October 20, 2005


That seems to be a lost art in our society, listening. People are often too busy trying to convince someone that their point of view is right that we don't make any effort to consider what the other person or people are saying.

This also applies to prayer. It is easy, especially if we lead a very busy life, to talk to God (isn't that the essence of prayer?) and get on with the next task on our long list of things to do. We often don't take time to be still and give Him a chance to respond.

I had a great experience doing just that last night. The leadership of our church met at our new facility, still strewn with construction debris, lights dangling from the unfinished ceiling, and no functioning toilets. After opening with corporate prayer, Apostle Dale was led to direct each of us to pray about a specific area of our church's ministry. We then came back together and shared what God has told us regarding those prayers. It was some truly exciting stuff!

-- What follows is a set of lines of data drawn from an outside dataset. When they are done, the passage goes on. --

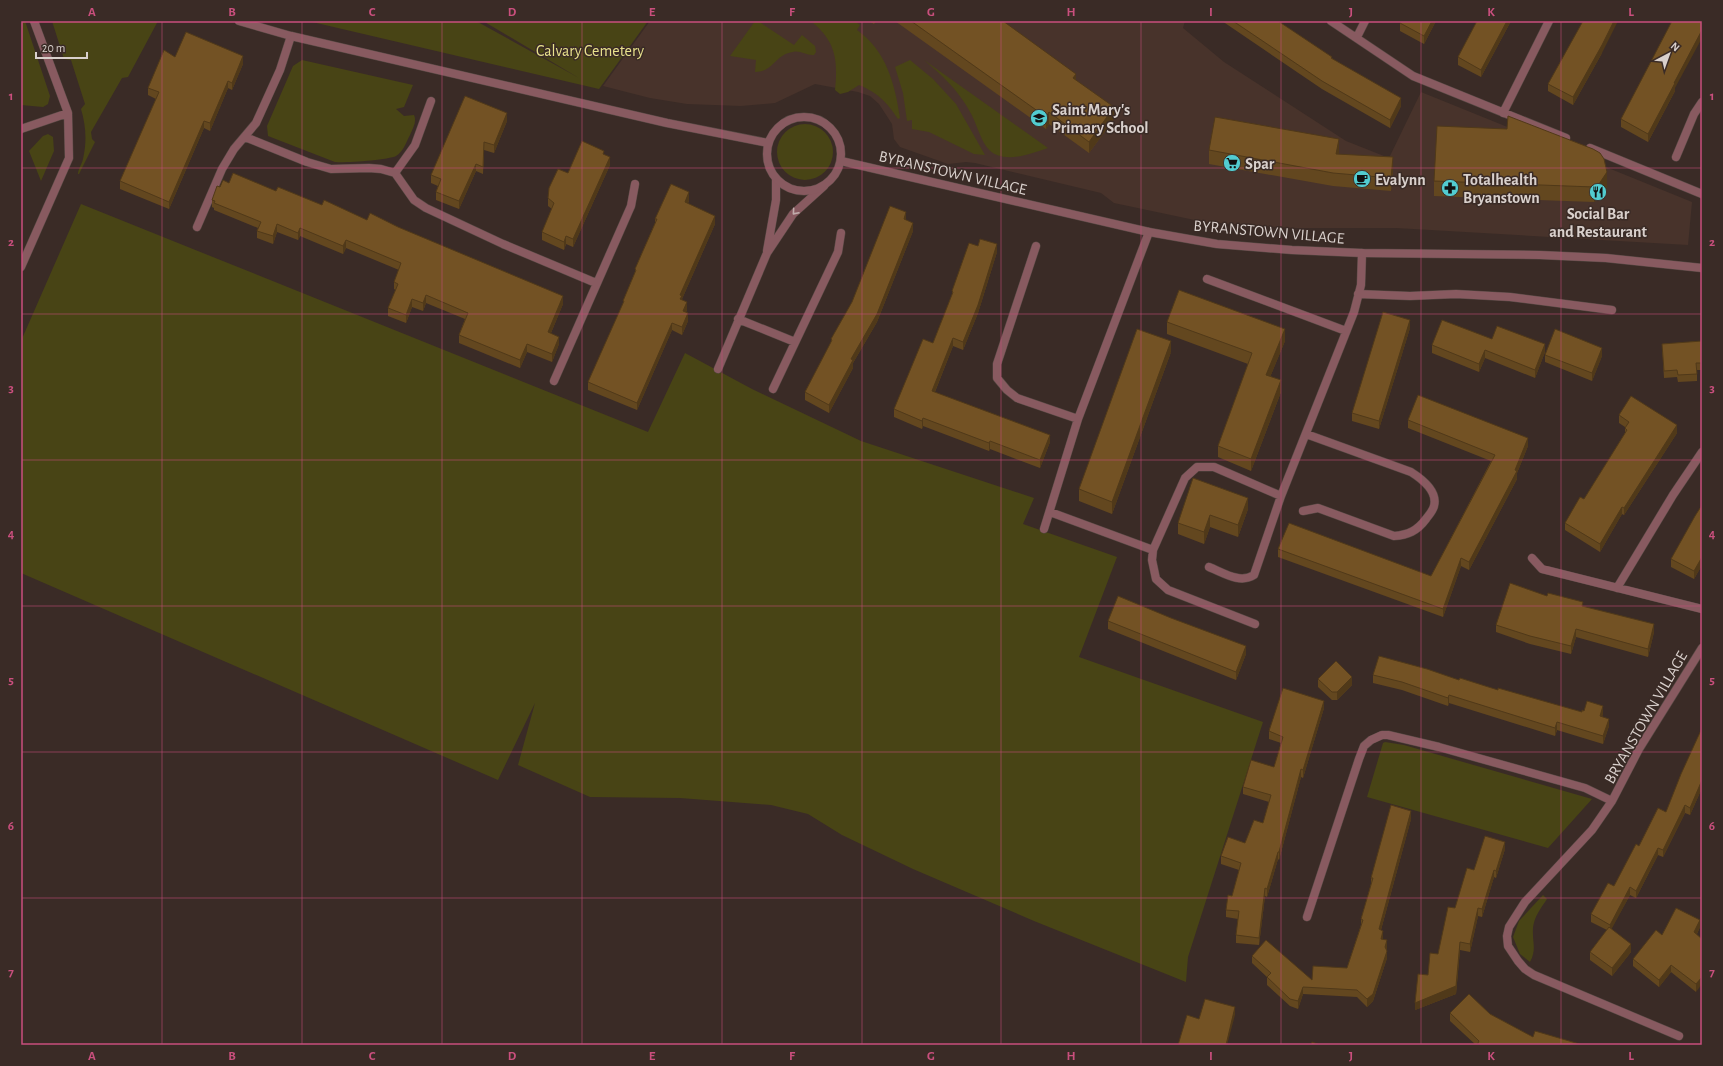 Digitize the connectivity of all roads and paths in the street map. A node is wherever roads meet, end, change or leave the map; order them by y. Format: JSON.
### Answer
{"nodes":[{"id":1,"x":34,"y":21,"type":"edge"},
{"id":2,"x":239,"y":21,"type":"edge"},
{"id":3,"x":1331,"y":21,"type":"edge"},
{"id":4,"x":1365,"y":21,"type":"edge"},
{"id":5,"x":1549,"y":21,"type":"edge"},
{"id":6,"x":291,"y":36,"type":"junction"},
{"id":7,"x":1357,"y":37,"type":"junction"},
{"id":8,"x":431,"y":101,"type":"dead end"},
{"id":9,"x":1702,"y":102,"type":"edge"},
{"id":10,"x":68,"y":113,"type":"junction"},
{"id":11,"x":1503,"y":113,"type":"junction"},
{"id":12,"x":21,"y":129,"type":"edge"},
{"id":13,"x":245,"y":137,"type":"junction"},
{"id":14,"x":768,"y":143,"type":"junction"},
{"id":15,"x":1676,"y":157,"type":"dead end"},
{"id":16,"x":841,"y":161,"type":"junction"},
{"id":17,"x":395,"y":173,"type":"junction"},
{"id":18,"x":776,"y":180,"type":"junction"},
{"id":19,"x":635,"y":184,"type":"dead end"},
{"id":20,"x":824,"y":186,"type":"junction"},
{"id":21,"x":1702,"y":194,"type":"edge"},
{"id":22,"x":197,"y":227,"type":"dead end"},
{"id":23,"x":1149,"y":232,"type":"junction"},
{"id":24,"x":841,"y":233,"type":"dead end"},
{"id":25,"x":1036,"y":246,"type":"dead end"},
{"id":26,"x":1362,"y":253,"type":"junction"},
{"id":27,"x":767,"y":254,"type":"junction"},
{"id":28,"x":21,"y":267,"type":"edge"},
{"id":29,"x":1702,"y":268,"type":"edge"},
{"id":30,"x":1207,"y":279,"type":"dead end"},
{"id":31,"x":596,"y":283,"type":"junction"},
{"id":32,"x":1358,"y":294,"type":"junction"},
{"id":33,"x":1612,"y":310,"type":"dead end"},
{"id":34,"x":738,"y":319,"type":"junction"},
{"id":35,"x":1346,"y":331,"type":"junction"},
{"id":36,"x":794,"y":342,"type":"junction"},
{"id":37,"x":718,"y":369,"type":"dead end"},
{"id":38,"x":554,"y":381,"type":"dead end"},
{"id":39,"x":773,"y":388,"type":"dead end"},
{"id":40,"x":1078,"y":419,"type":"junction"},
{"id":41,"x":1306,"y":434,"type":"junction"},
{"id":42,"x":1702,"y":452,"type":"edge"},
{"id":43,"x":1281,"y":496,"type":"junction"},
{"id":44,"x":1304,"y":511,"type":"dead end"},
{"id":45,"x":1050,"y":512,"type":"junction"},
{"id":46,"x":1044,"y":530,"type":"dead end"},
{"id":47,"x":1153,"y":550,"type":"junction"},
{"id":48,"x":1532,"y":558,"type":"dead end"},
{"id":49,"x":1209,"y":567,"type":"dead end"},
{"id":50,"x":1617,"y":588,"type":"junction"},
{"id":51,"x":1702,"y":609,"type":"edge"},
{"id":52,"x":1255,"y":624,"type":"dead end"},
{"id":53,"x":1702,"y":648,"type":"edge"},
{"id":54,"x":1612,"y":801,"type":"junction"},
{"id":55,"x":1307,"y":917,"type":"dead end"},
{"id":56,"x":1679,"y":1036,"type":"dead end"}],
"edges":[{"from":1,"to":10,"type":"street"},
{"from":2,"to":6,"type":"street"},
{"from":3,"to":7,"type":"street"},
{"from":4,"to":7,"type":"street"},
{"from":5,"to":11,"type":"street"},
{"from":6,"to":13,"type":"street"},
{"from":6,"to":14,"type":"street"},
{"from":7,"to":11,"type":"street"},
{"from":8,"to":17,"type":"street"},
{"from":9,"to":15,"type":"street"},
{"from":10,"to":12,"type":"street"},
{"from":10,"to":28,"type":"street"},
{"from":11,"to":21,"type":"street"},
{"from":13,"to":17,"type":"street"},
{"from":13,"to":22,"type":"street"},
{"from":14,"to":16,"type":"street"},
{"from":14,"to":18,"type":"street"},
{"from":16,"to":20,"type":"street"},
{"from":16,"to":23,"type":"street","name":"BYRANSTOWN VILLAGE"},
{"from":17,"to":31,"type":"street"},
{"from":18,"to":20,"type":"street"},
{"from":18,"to":27,"type":"street"},
{"from":19,"to":31,"type":"street"},
{"from":20,"to":27,"type":"street","one_way":true},
{"from":23,"to":26,"type":"street","name":"BYRANSTOWN VILLAGE"},
{"from":23,"to":40,"type":"street"},
{"from":24,"to":36,"type":"street"},
{"from":25,"to":40,"type":"street"},
{"from":26,"to":29,"type":"street","name":"BYRANSTOWN VILLAGE"},
{"from":26,"to":32,"type":"street"},
{"from":27,"to":34,"type":"street"},
{"from":30,"to":35,"type":"street"},
{"from":31,"to":38,"type":"street"},
{"from":32,"to":33,"type":"street"},
{"from":32,"to":35,"type":"street"},
{"from":34,"to":36,"type":"street"},
{"from":34,"to":37,"type":"street"},
{"from":35,"to":41,"type":"street"},
{"from":36,"to":39,"type":"street"},
{"from":40,"to":45,"type":"street"},
{"from":41,"to":43,"type":"street"},
{"from":41,"to":44,"type":"street"},
{"from":42,"to":50,"type":"street"},
{"from":43,"to":47,"type":"street"},
{"from":43,"to":49,"type":"street"},
{"from":45,"to":46,"type":"street"},
{"from":45,"to":47,"type":"street"},
{"from":47,"to":52,"type":"street"},
{"from":48,"to":50,"type":"street"},
{"from":50,"to":51,"type":"street"},
{"from":53,"to":54,"type":"street","name":"BRYANSTOWN VILLAGE"},
{"from":54,"to":55,"type":"street"},
{"from":54,"to":56,"type":"street","name":"BRYANSTOWN VILLAGE"}]}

I'm still new at some of this, and I felt the Lord touch me in a way that I could not remember happening before. As I talked with Him about what we needed to reach the lost (the area I had been asked to cover with my prayer), I stopped several times and soaked in whatever the Holy Spirit would send me.

I stood there by myself in the shell of our upstairs office area with only the light from the parking lot providing any illumination. What I saw, though, was Apostle Dale's office, very tastefully appointed, with him sitting there providing guidance and leadership as per his Apostolic calling. I saw myself and others leading small groups in the meeting room, teaching and reaching out to people, helping them open their hearts and minds to be filled with the Spirit.
I've never heard "The Voice of God," but I never felt his presence more than I did last night. He showed me part of his plans for how he would answer my prayers and gave me not only encouragement to stay the course but also emboldened me to give even more of myself to His ministry.

I listened and I received answers. If you are praying without ceasing, you may need to stop long enough to give God time enough to answer them. Praying is a form of communication, and any type of communication is only effective if it is two-way.


  1. Thanks for this reminder and it came at great timing!

  2. Years ago, one of the men I was guiding as he entered the community told me that he realized most of his prayer consisted of, "Listen, Lord! Your servant is speaking." So often the case, isn't it? I realized that my prayers are too often a laundry list of instructions to God on what to do, instead of humbly listening to what God wants me to do.

    John of the Cross points out that the mother of Jesus at Cana -- a popular story for Catholics about her intercession with her son -- doesn't tell Jesus what to do. To him, she notes the situation: "They have no wine." It is to the servants that she gives instructions: "Do whatever he tells you."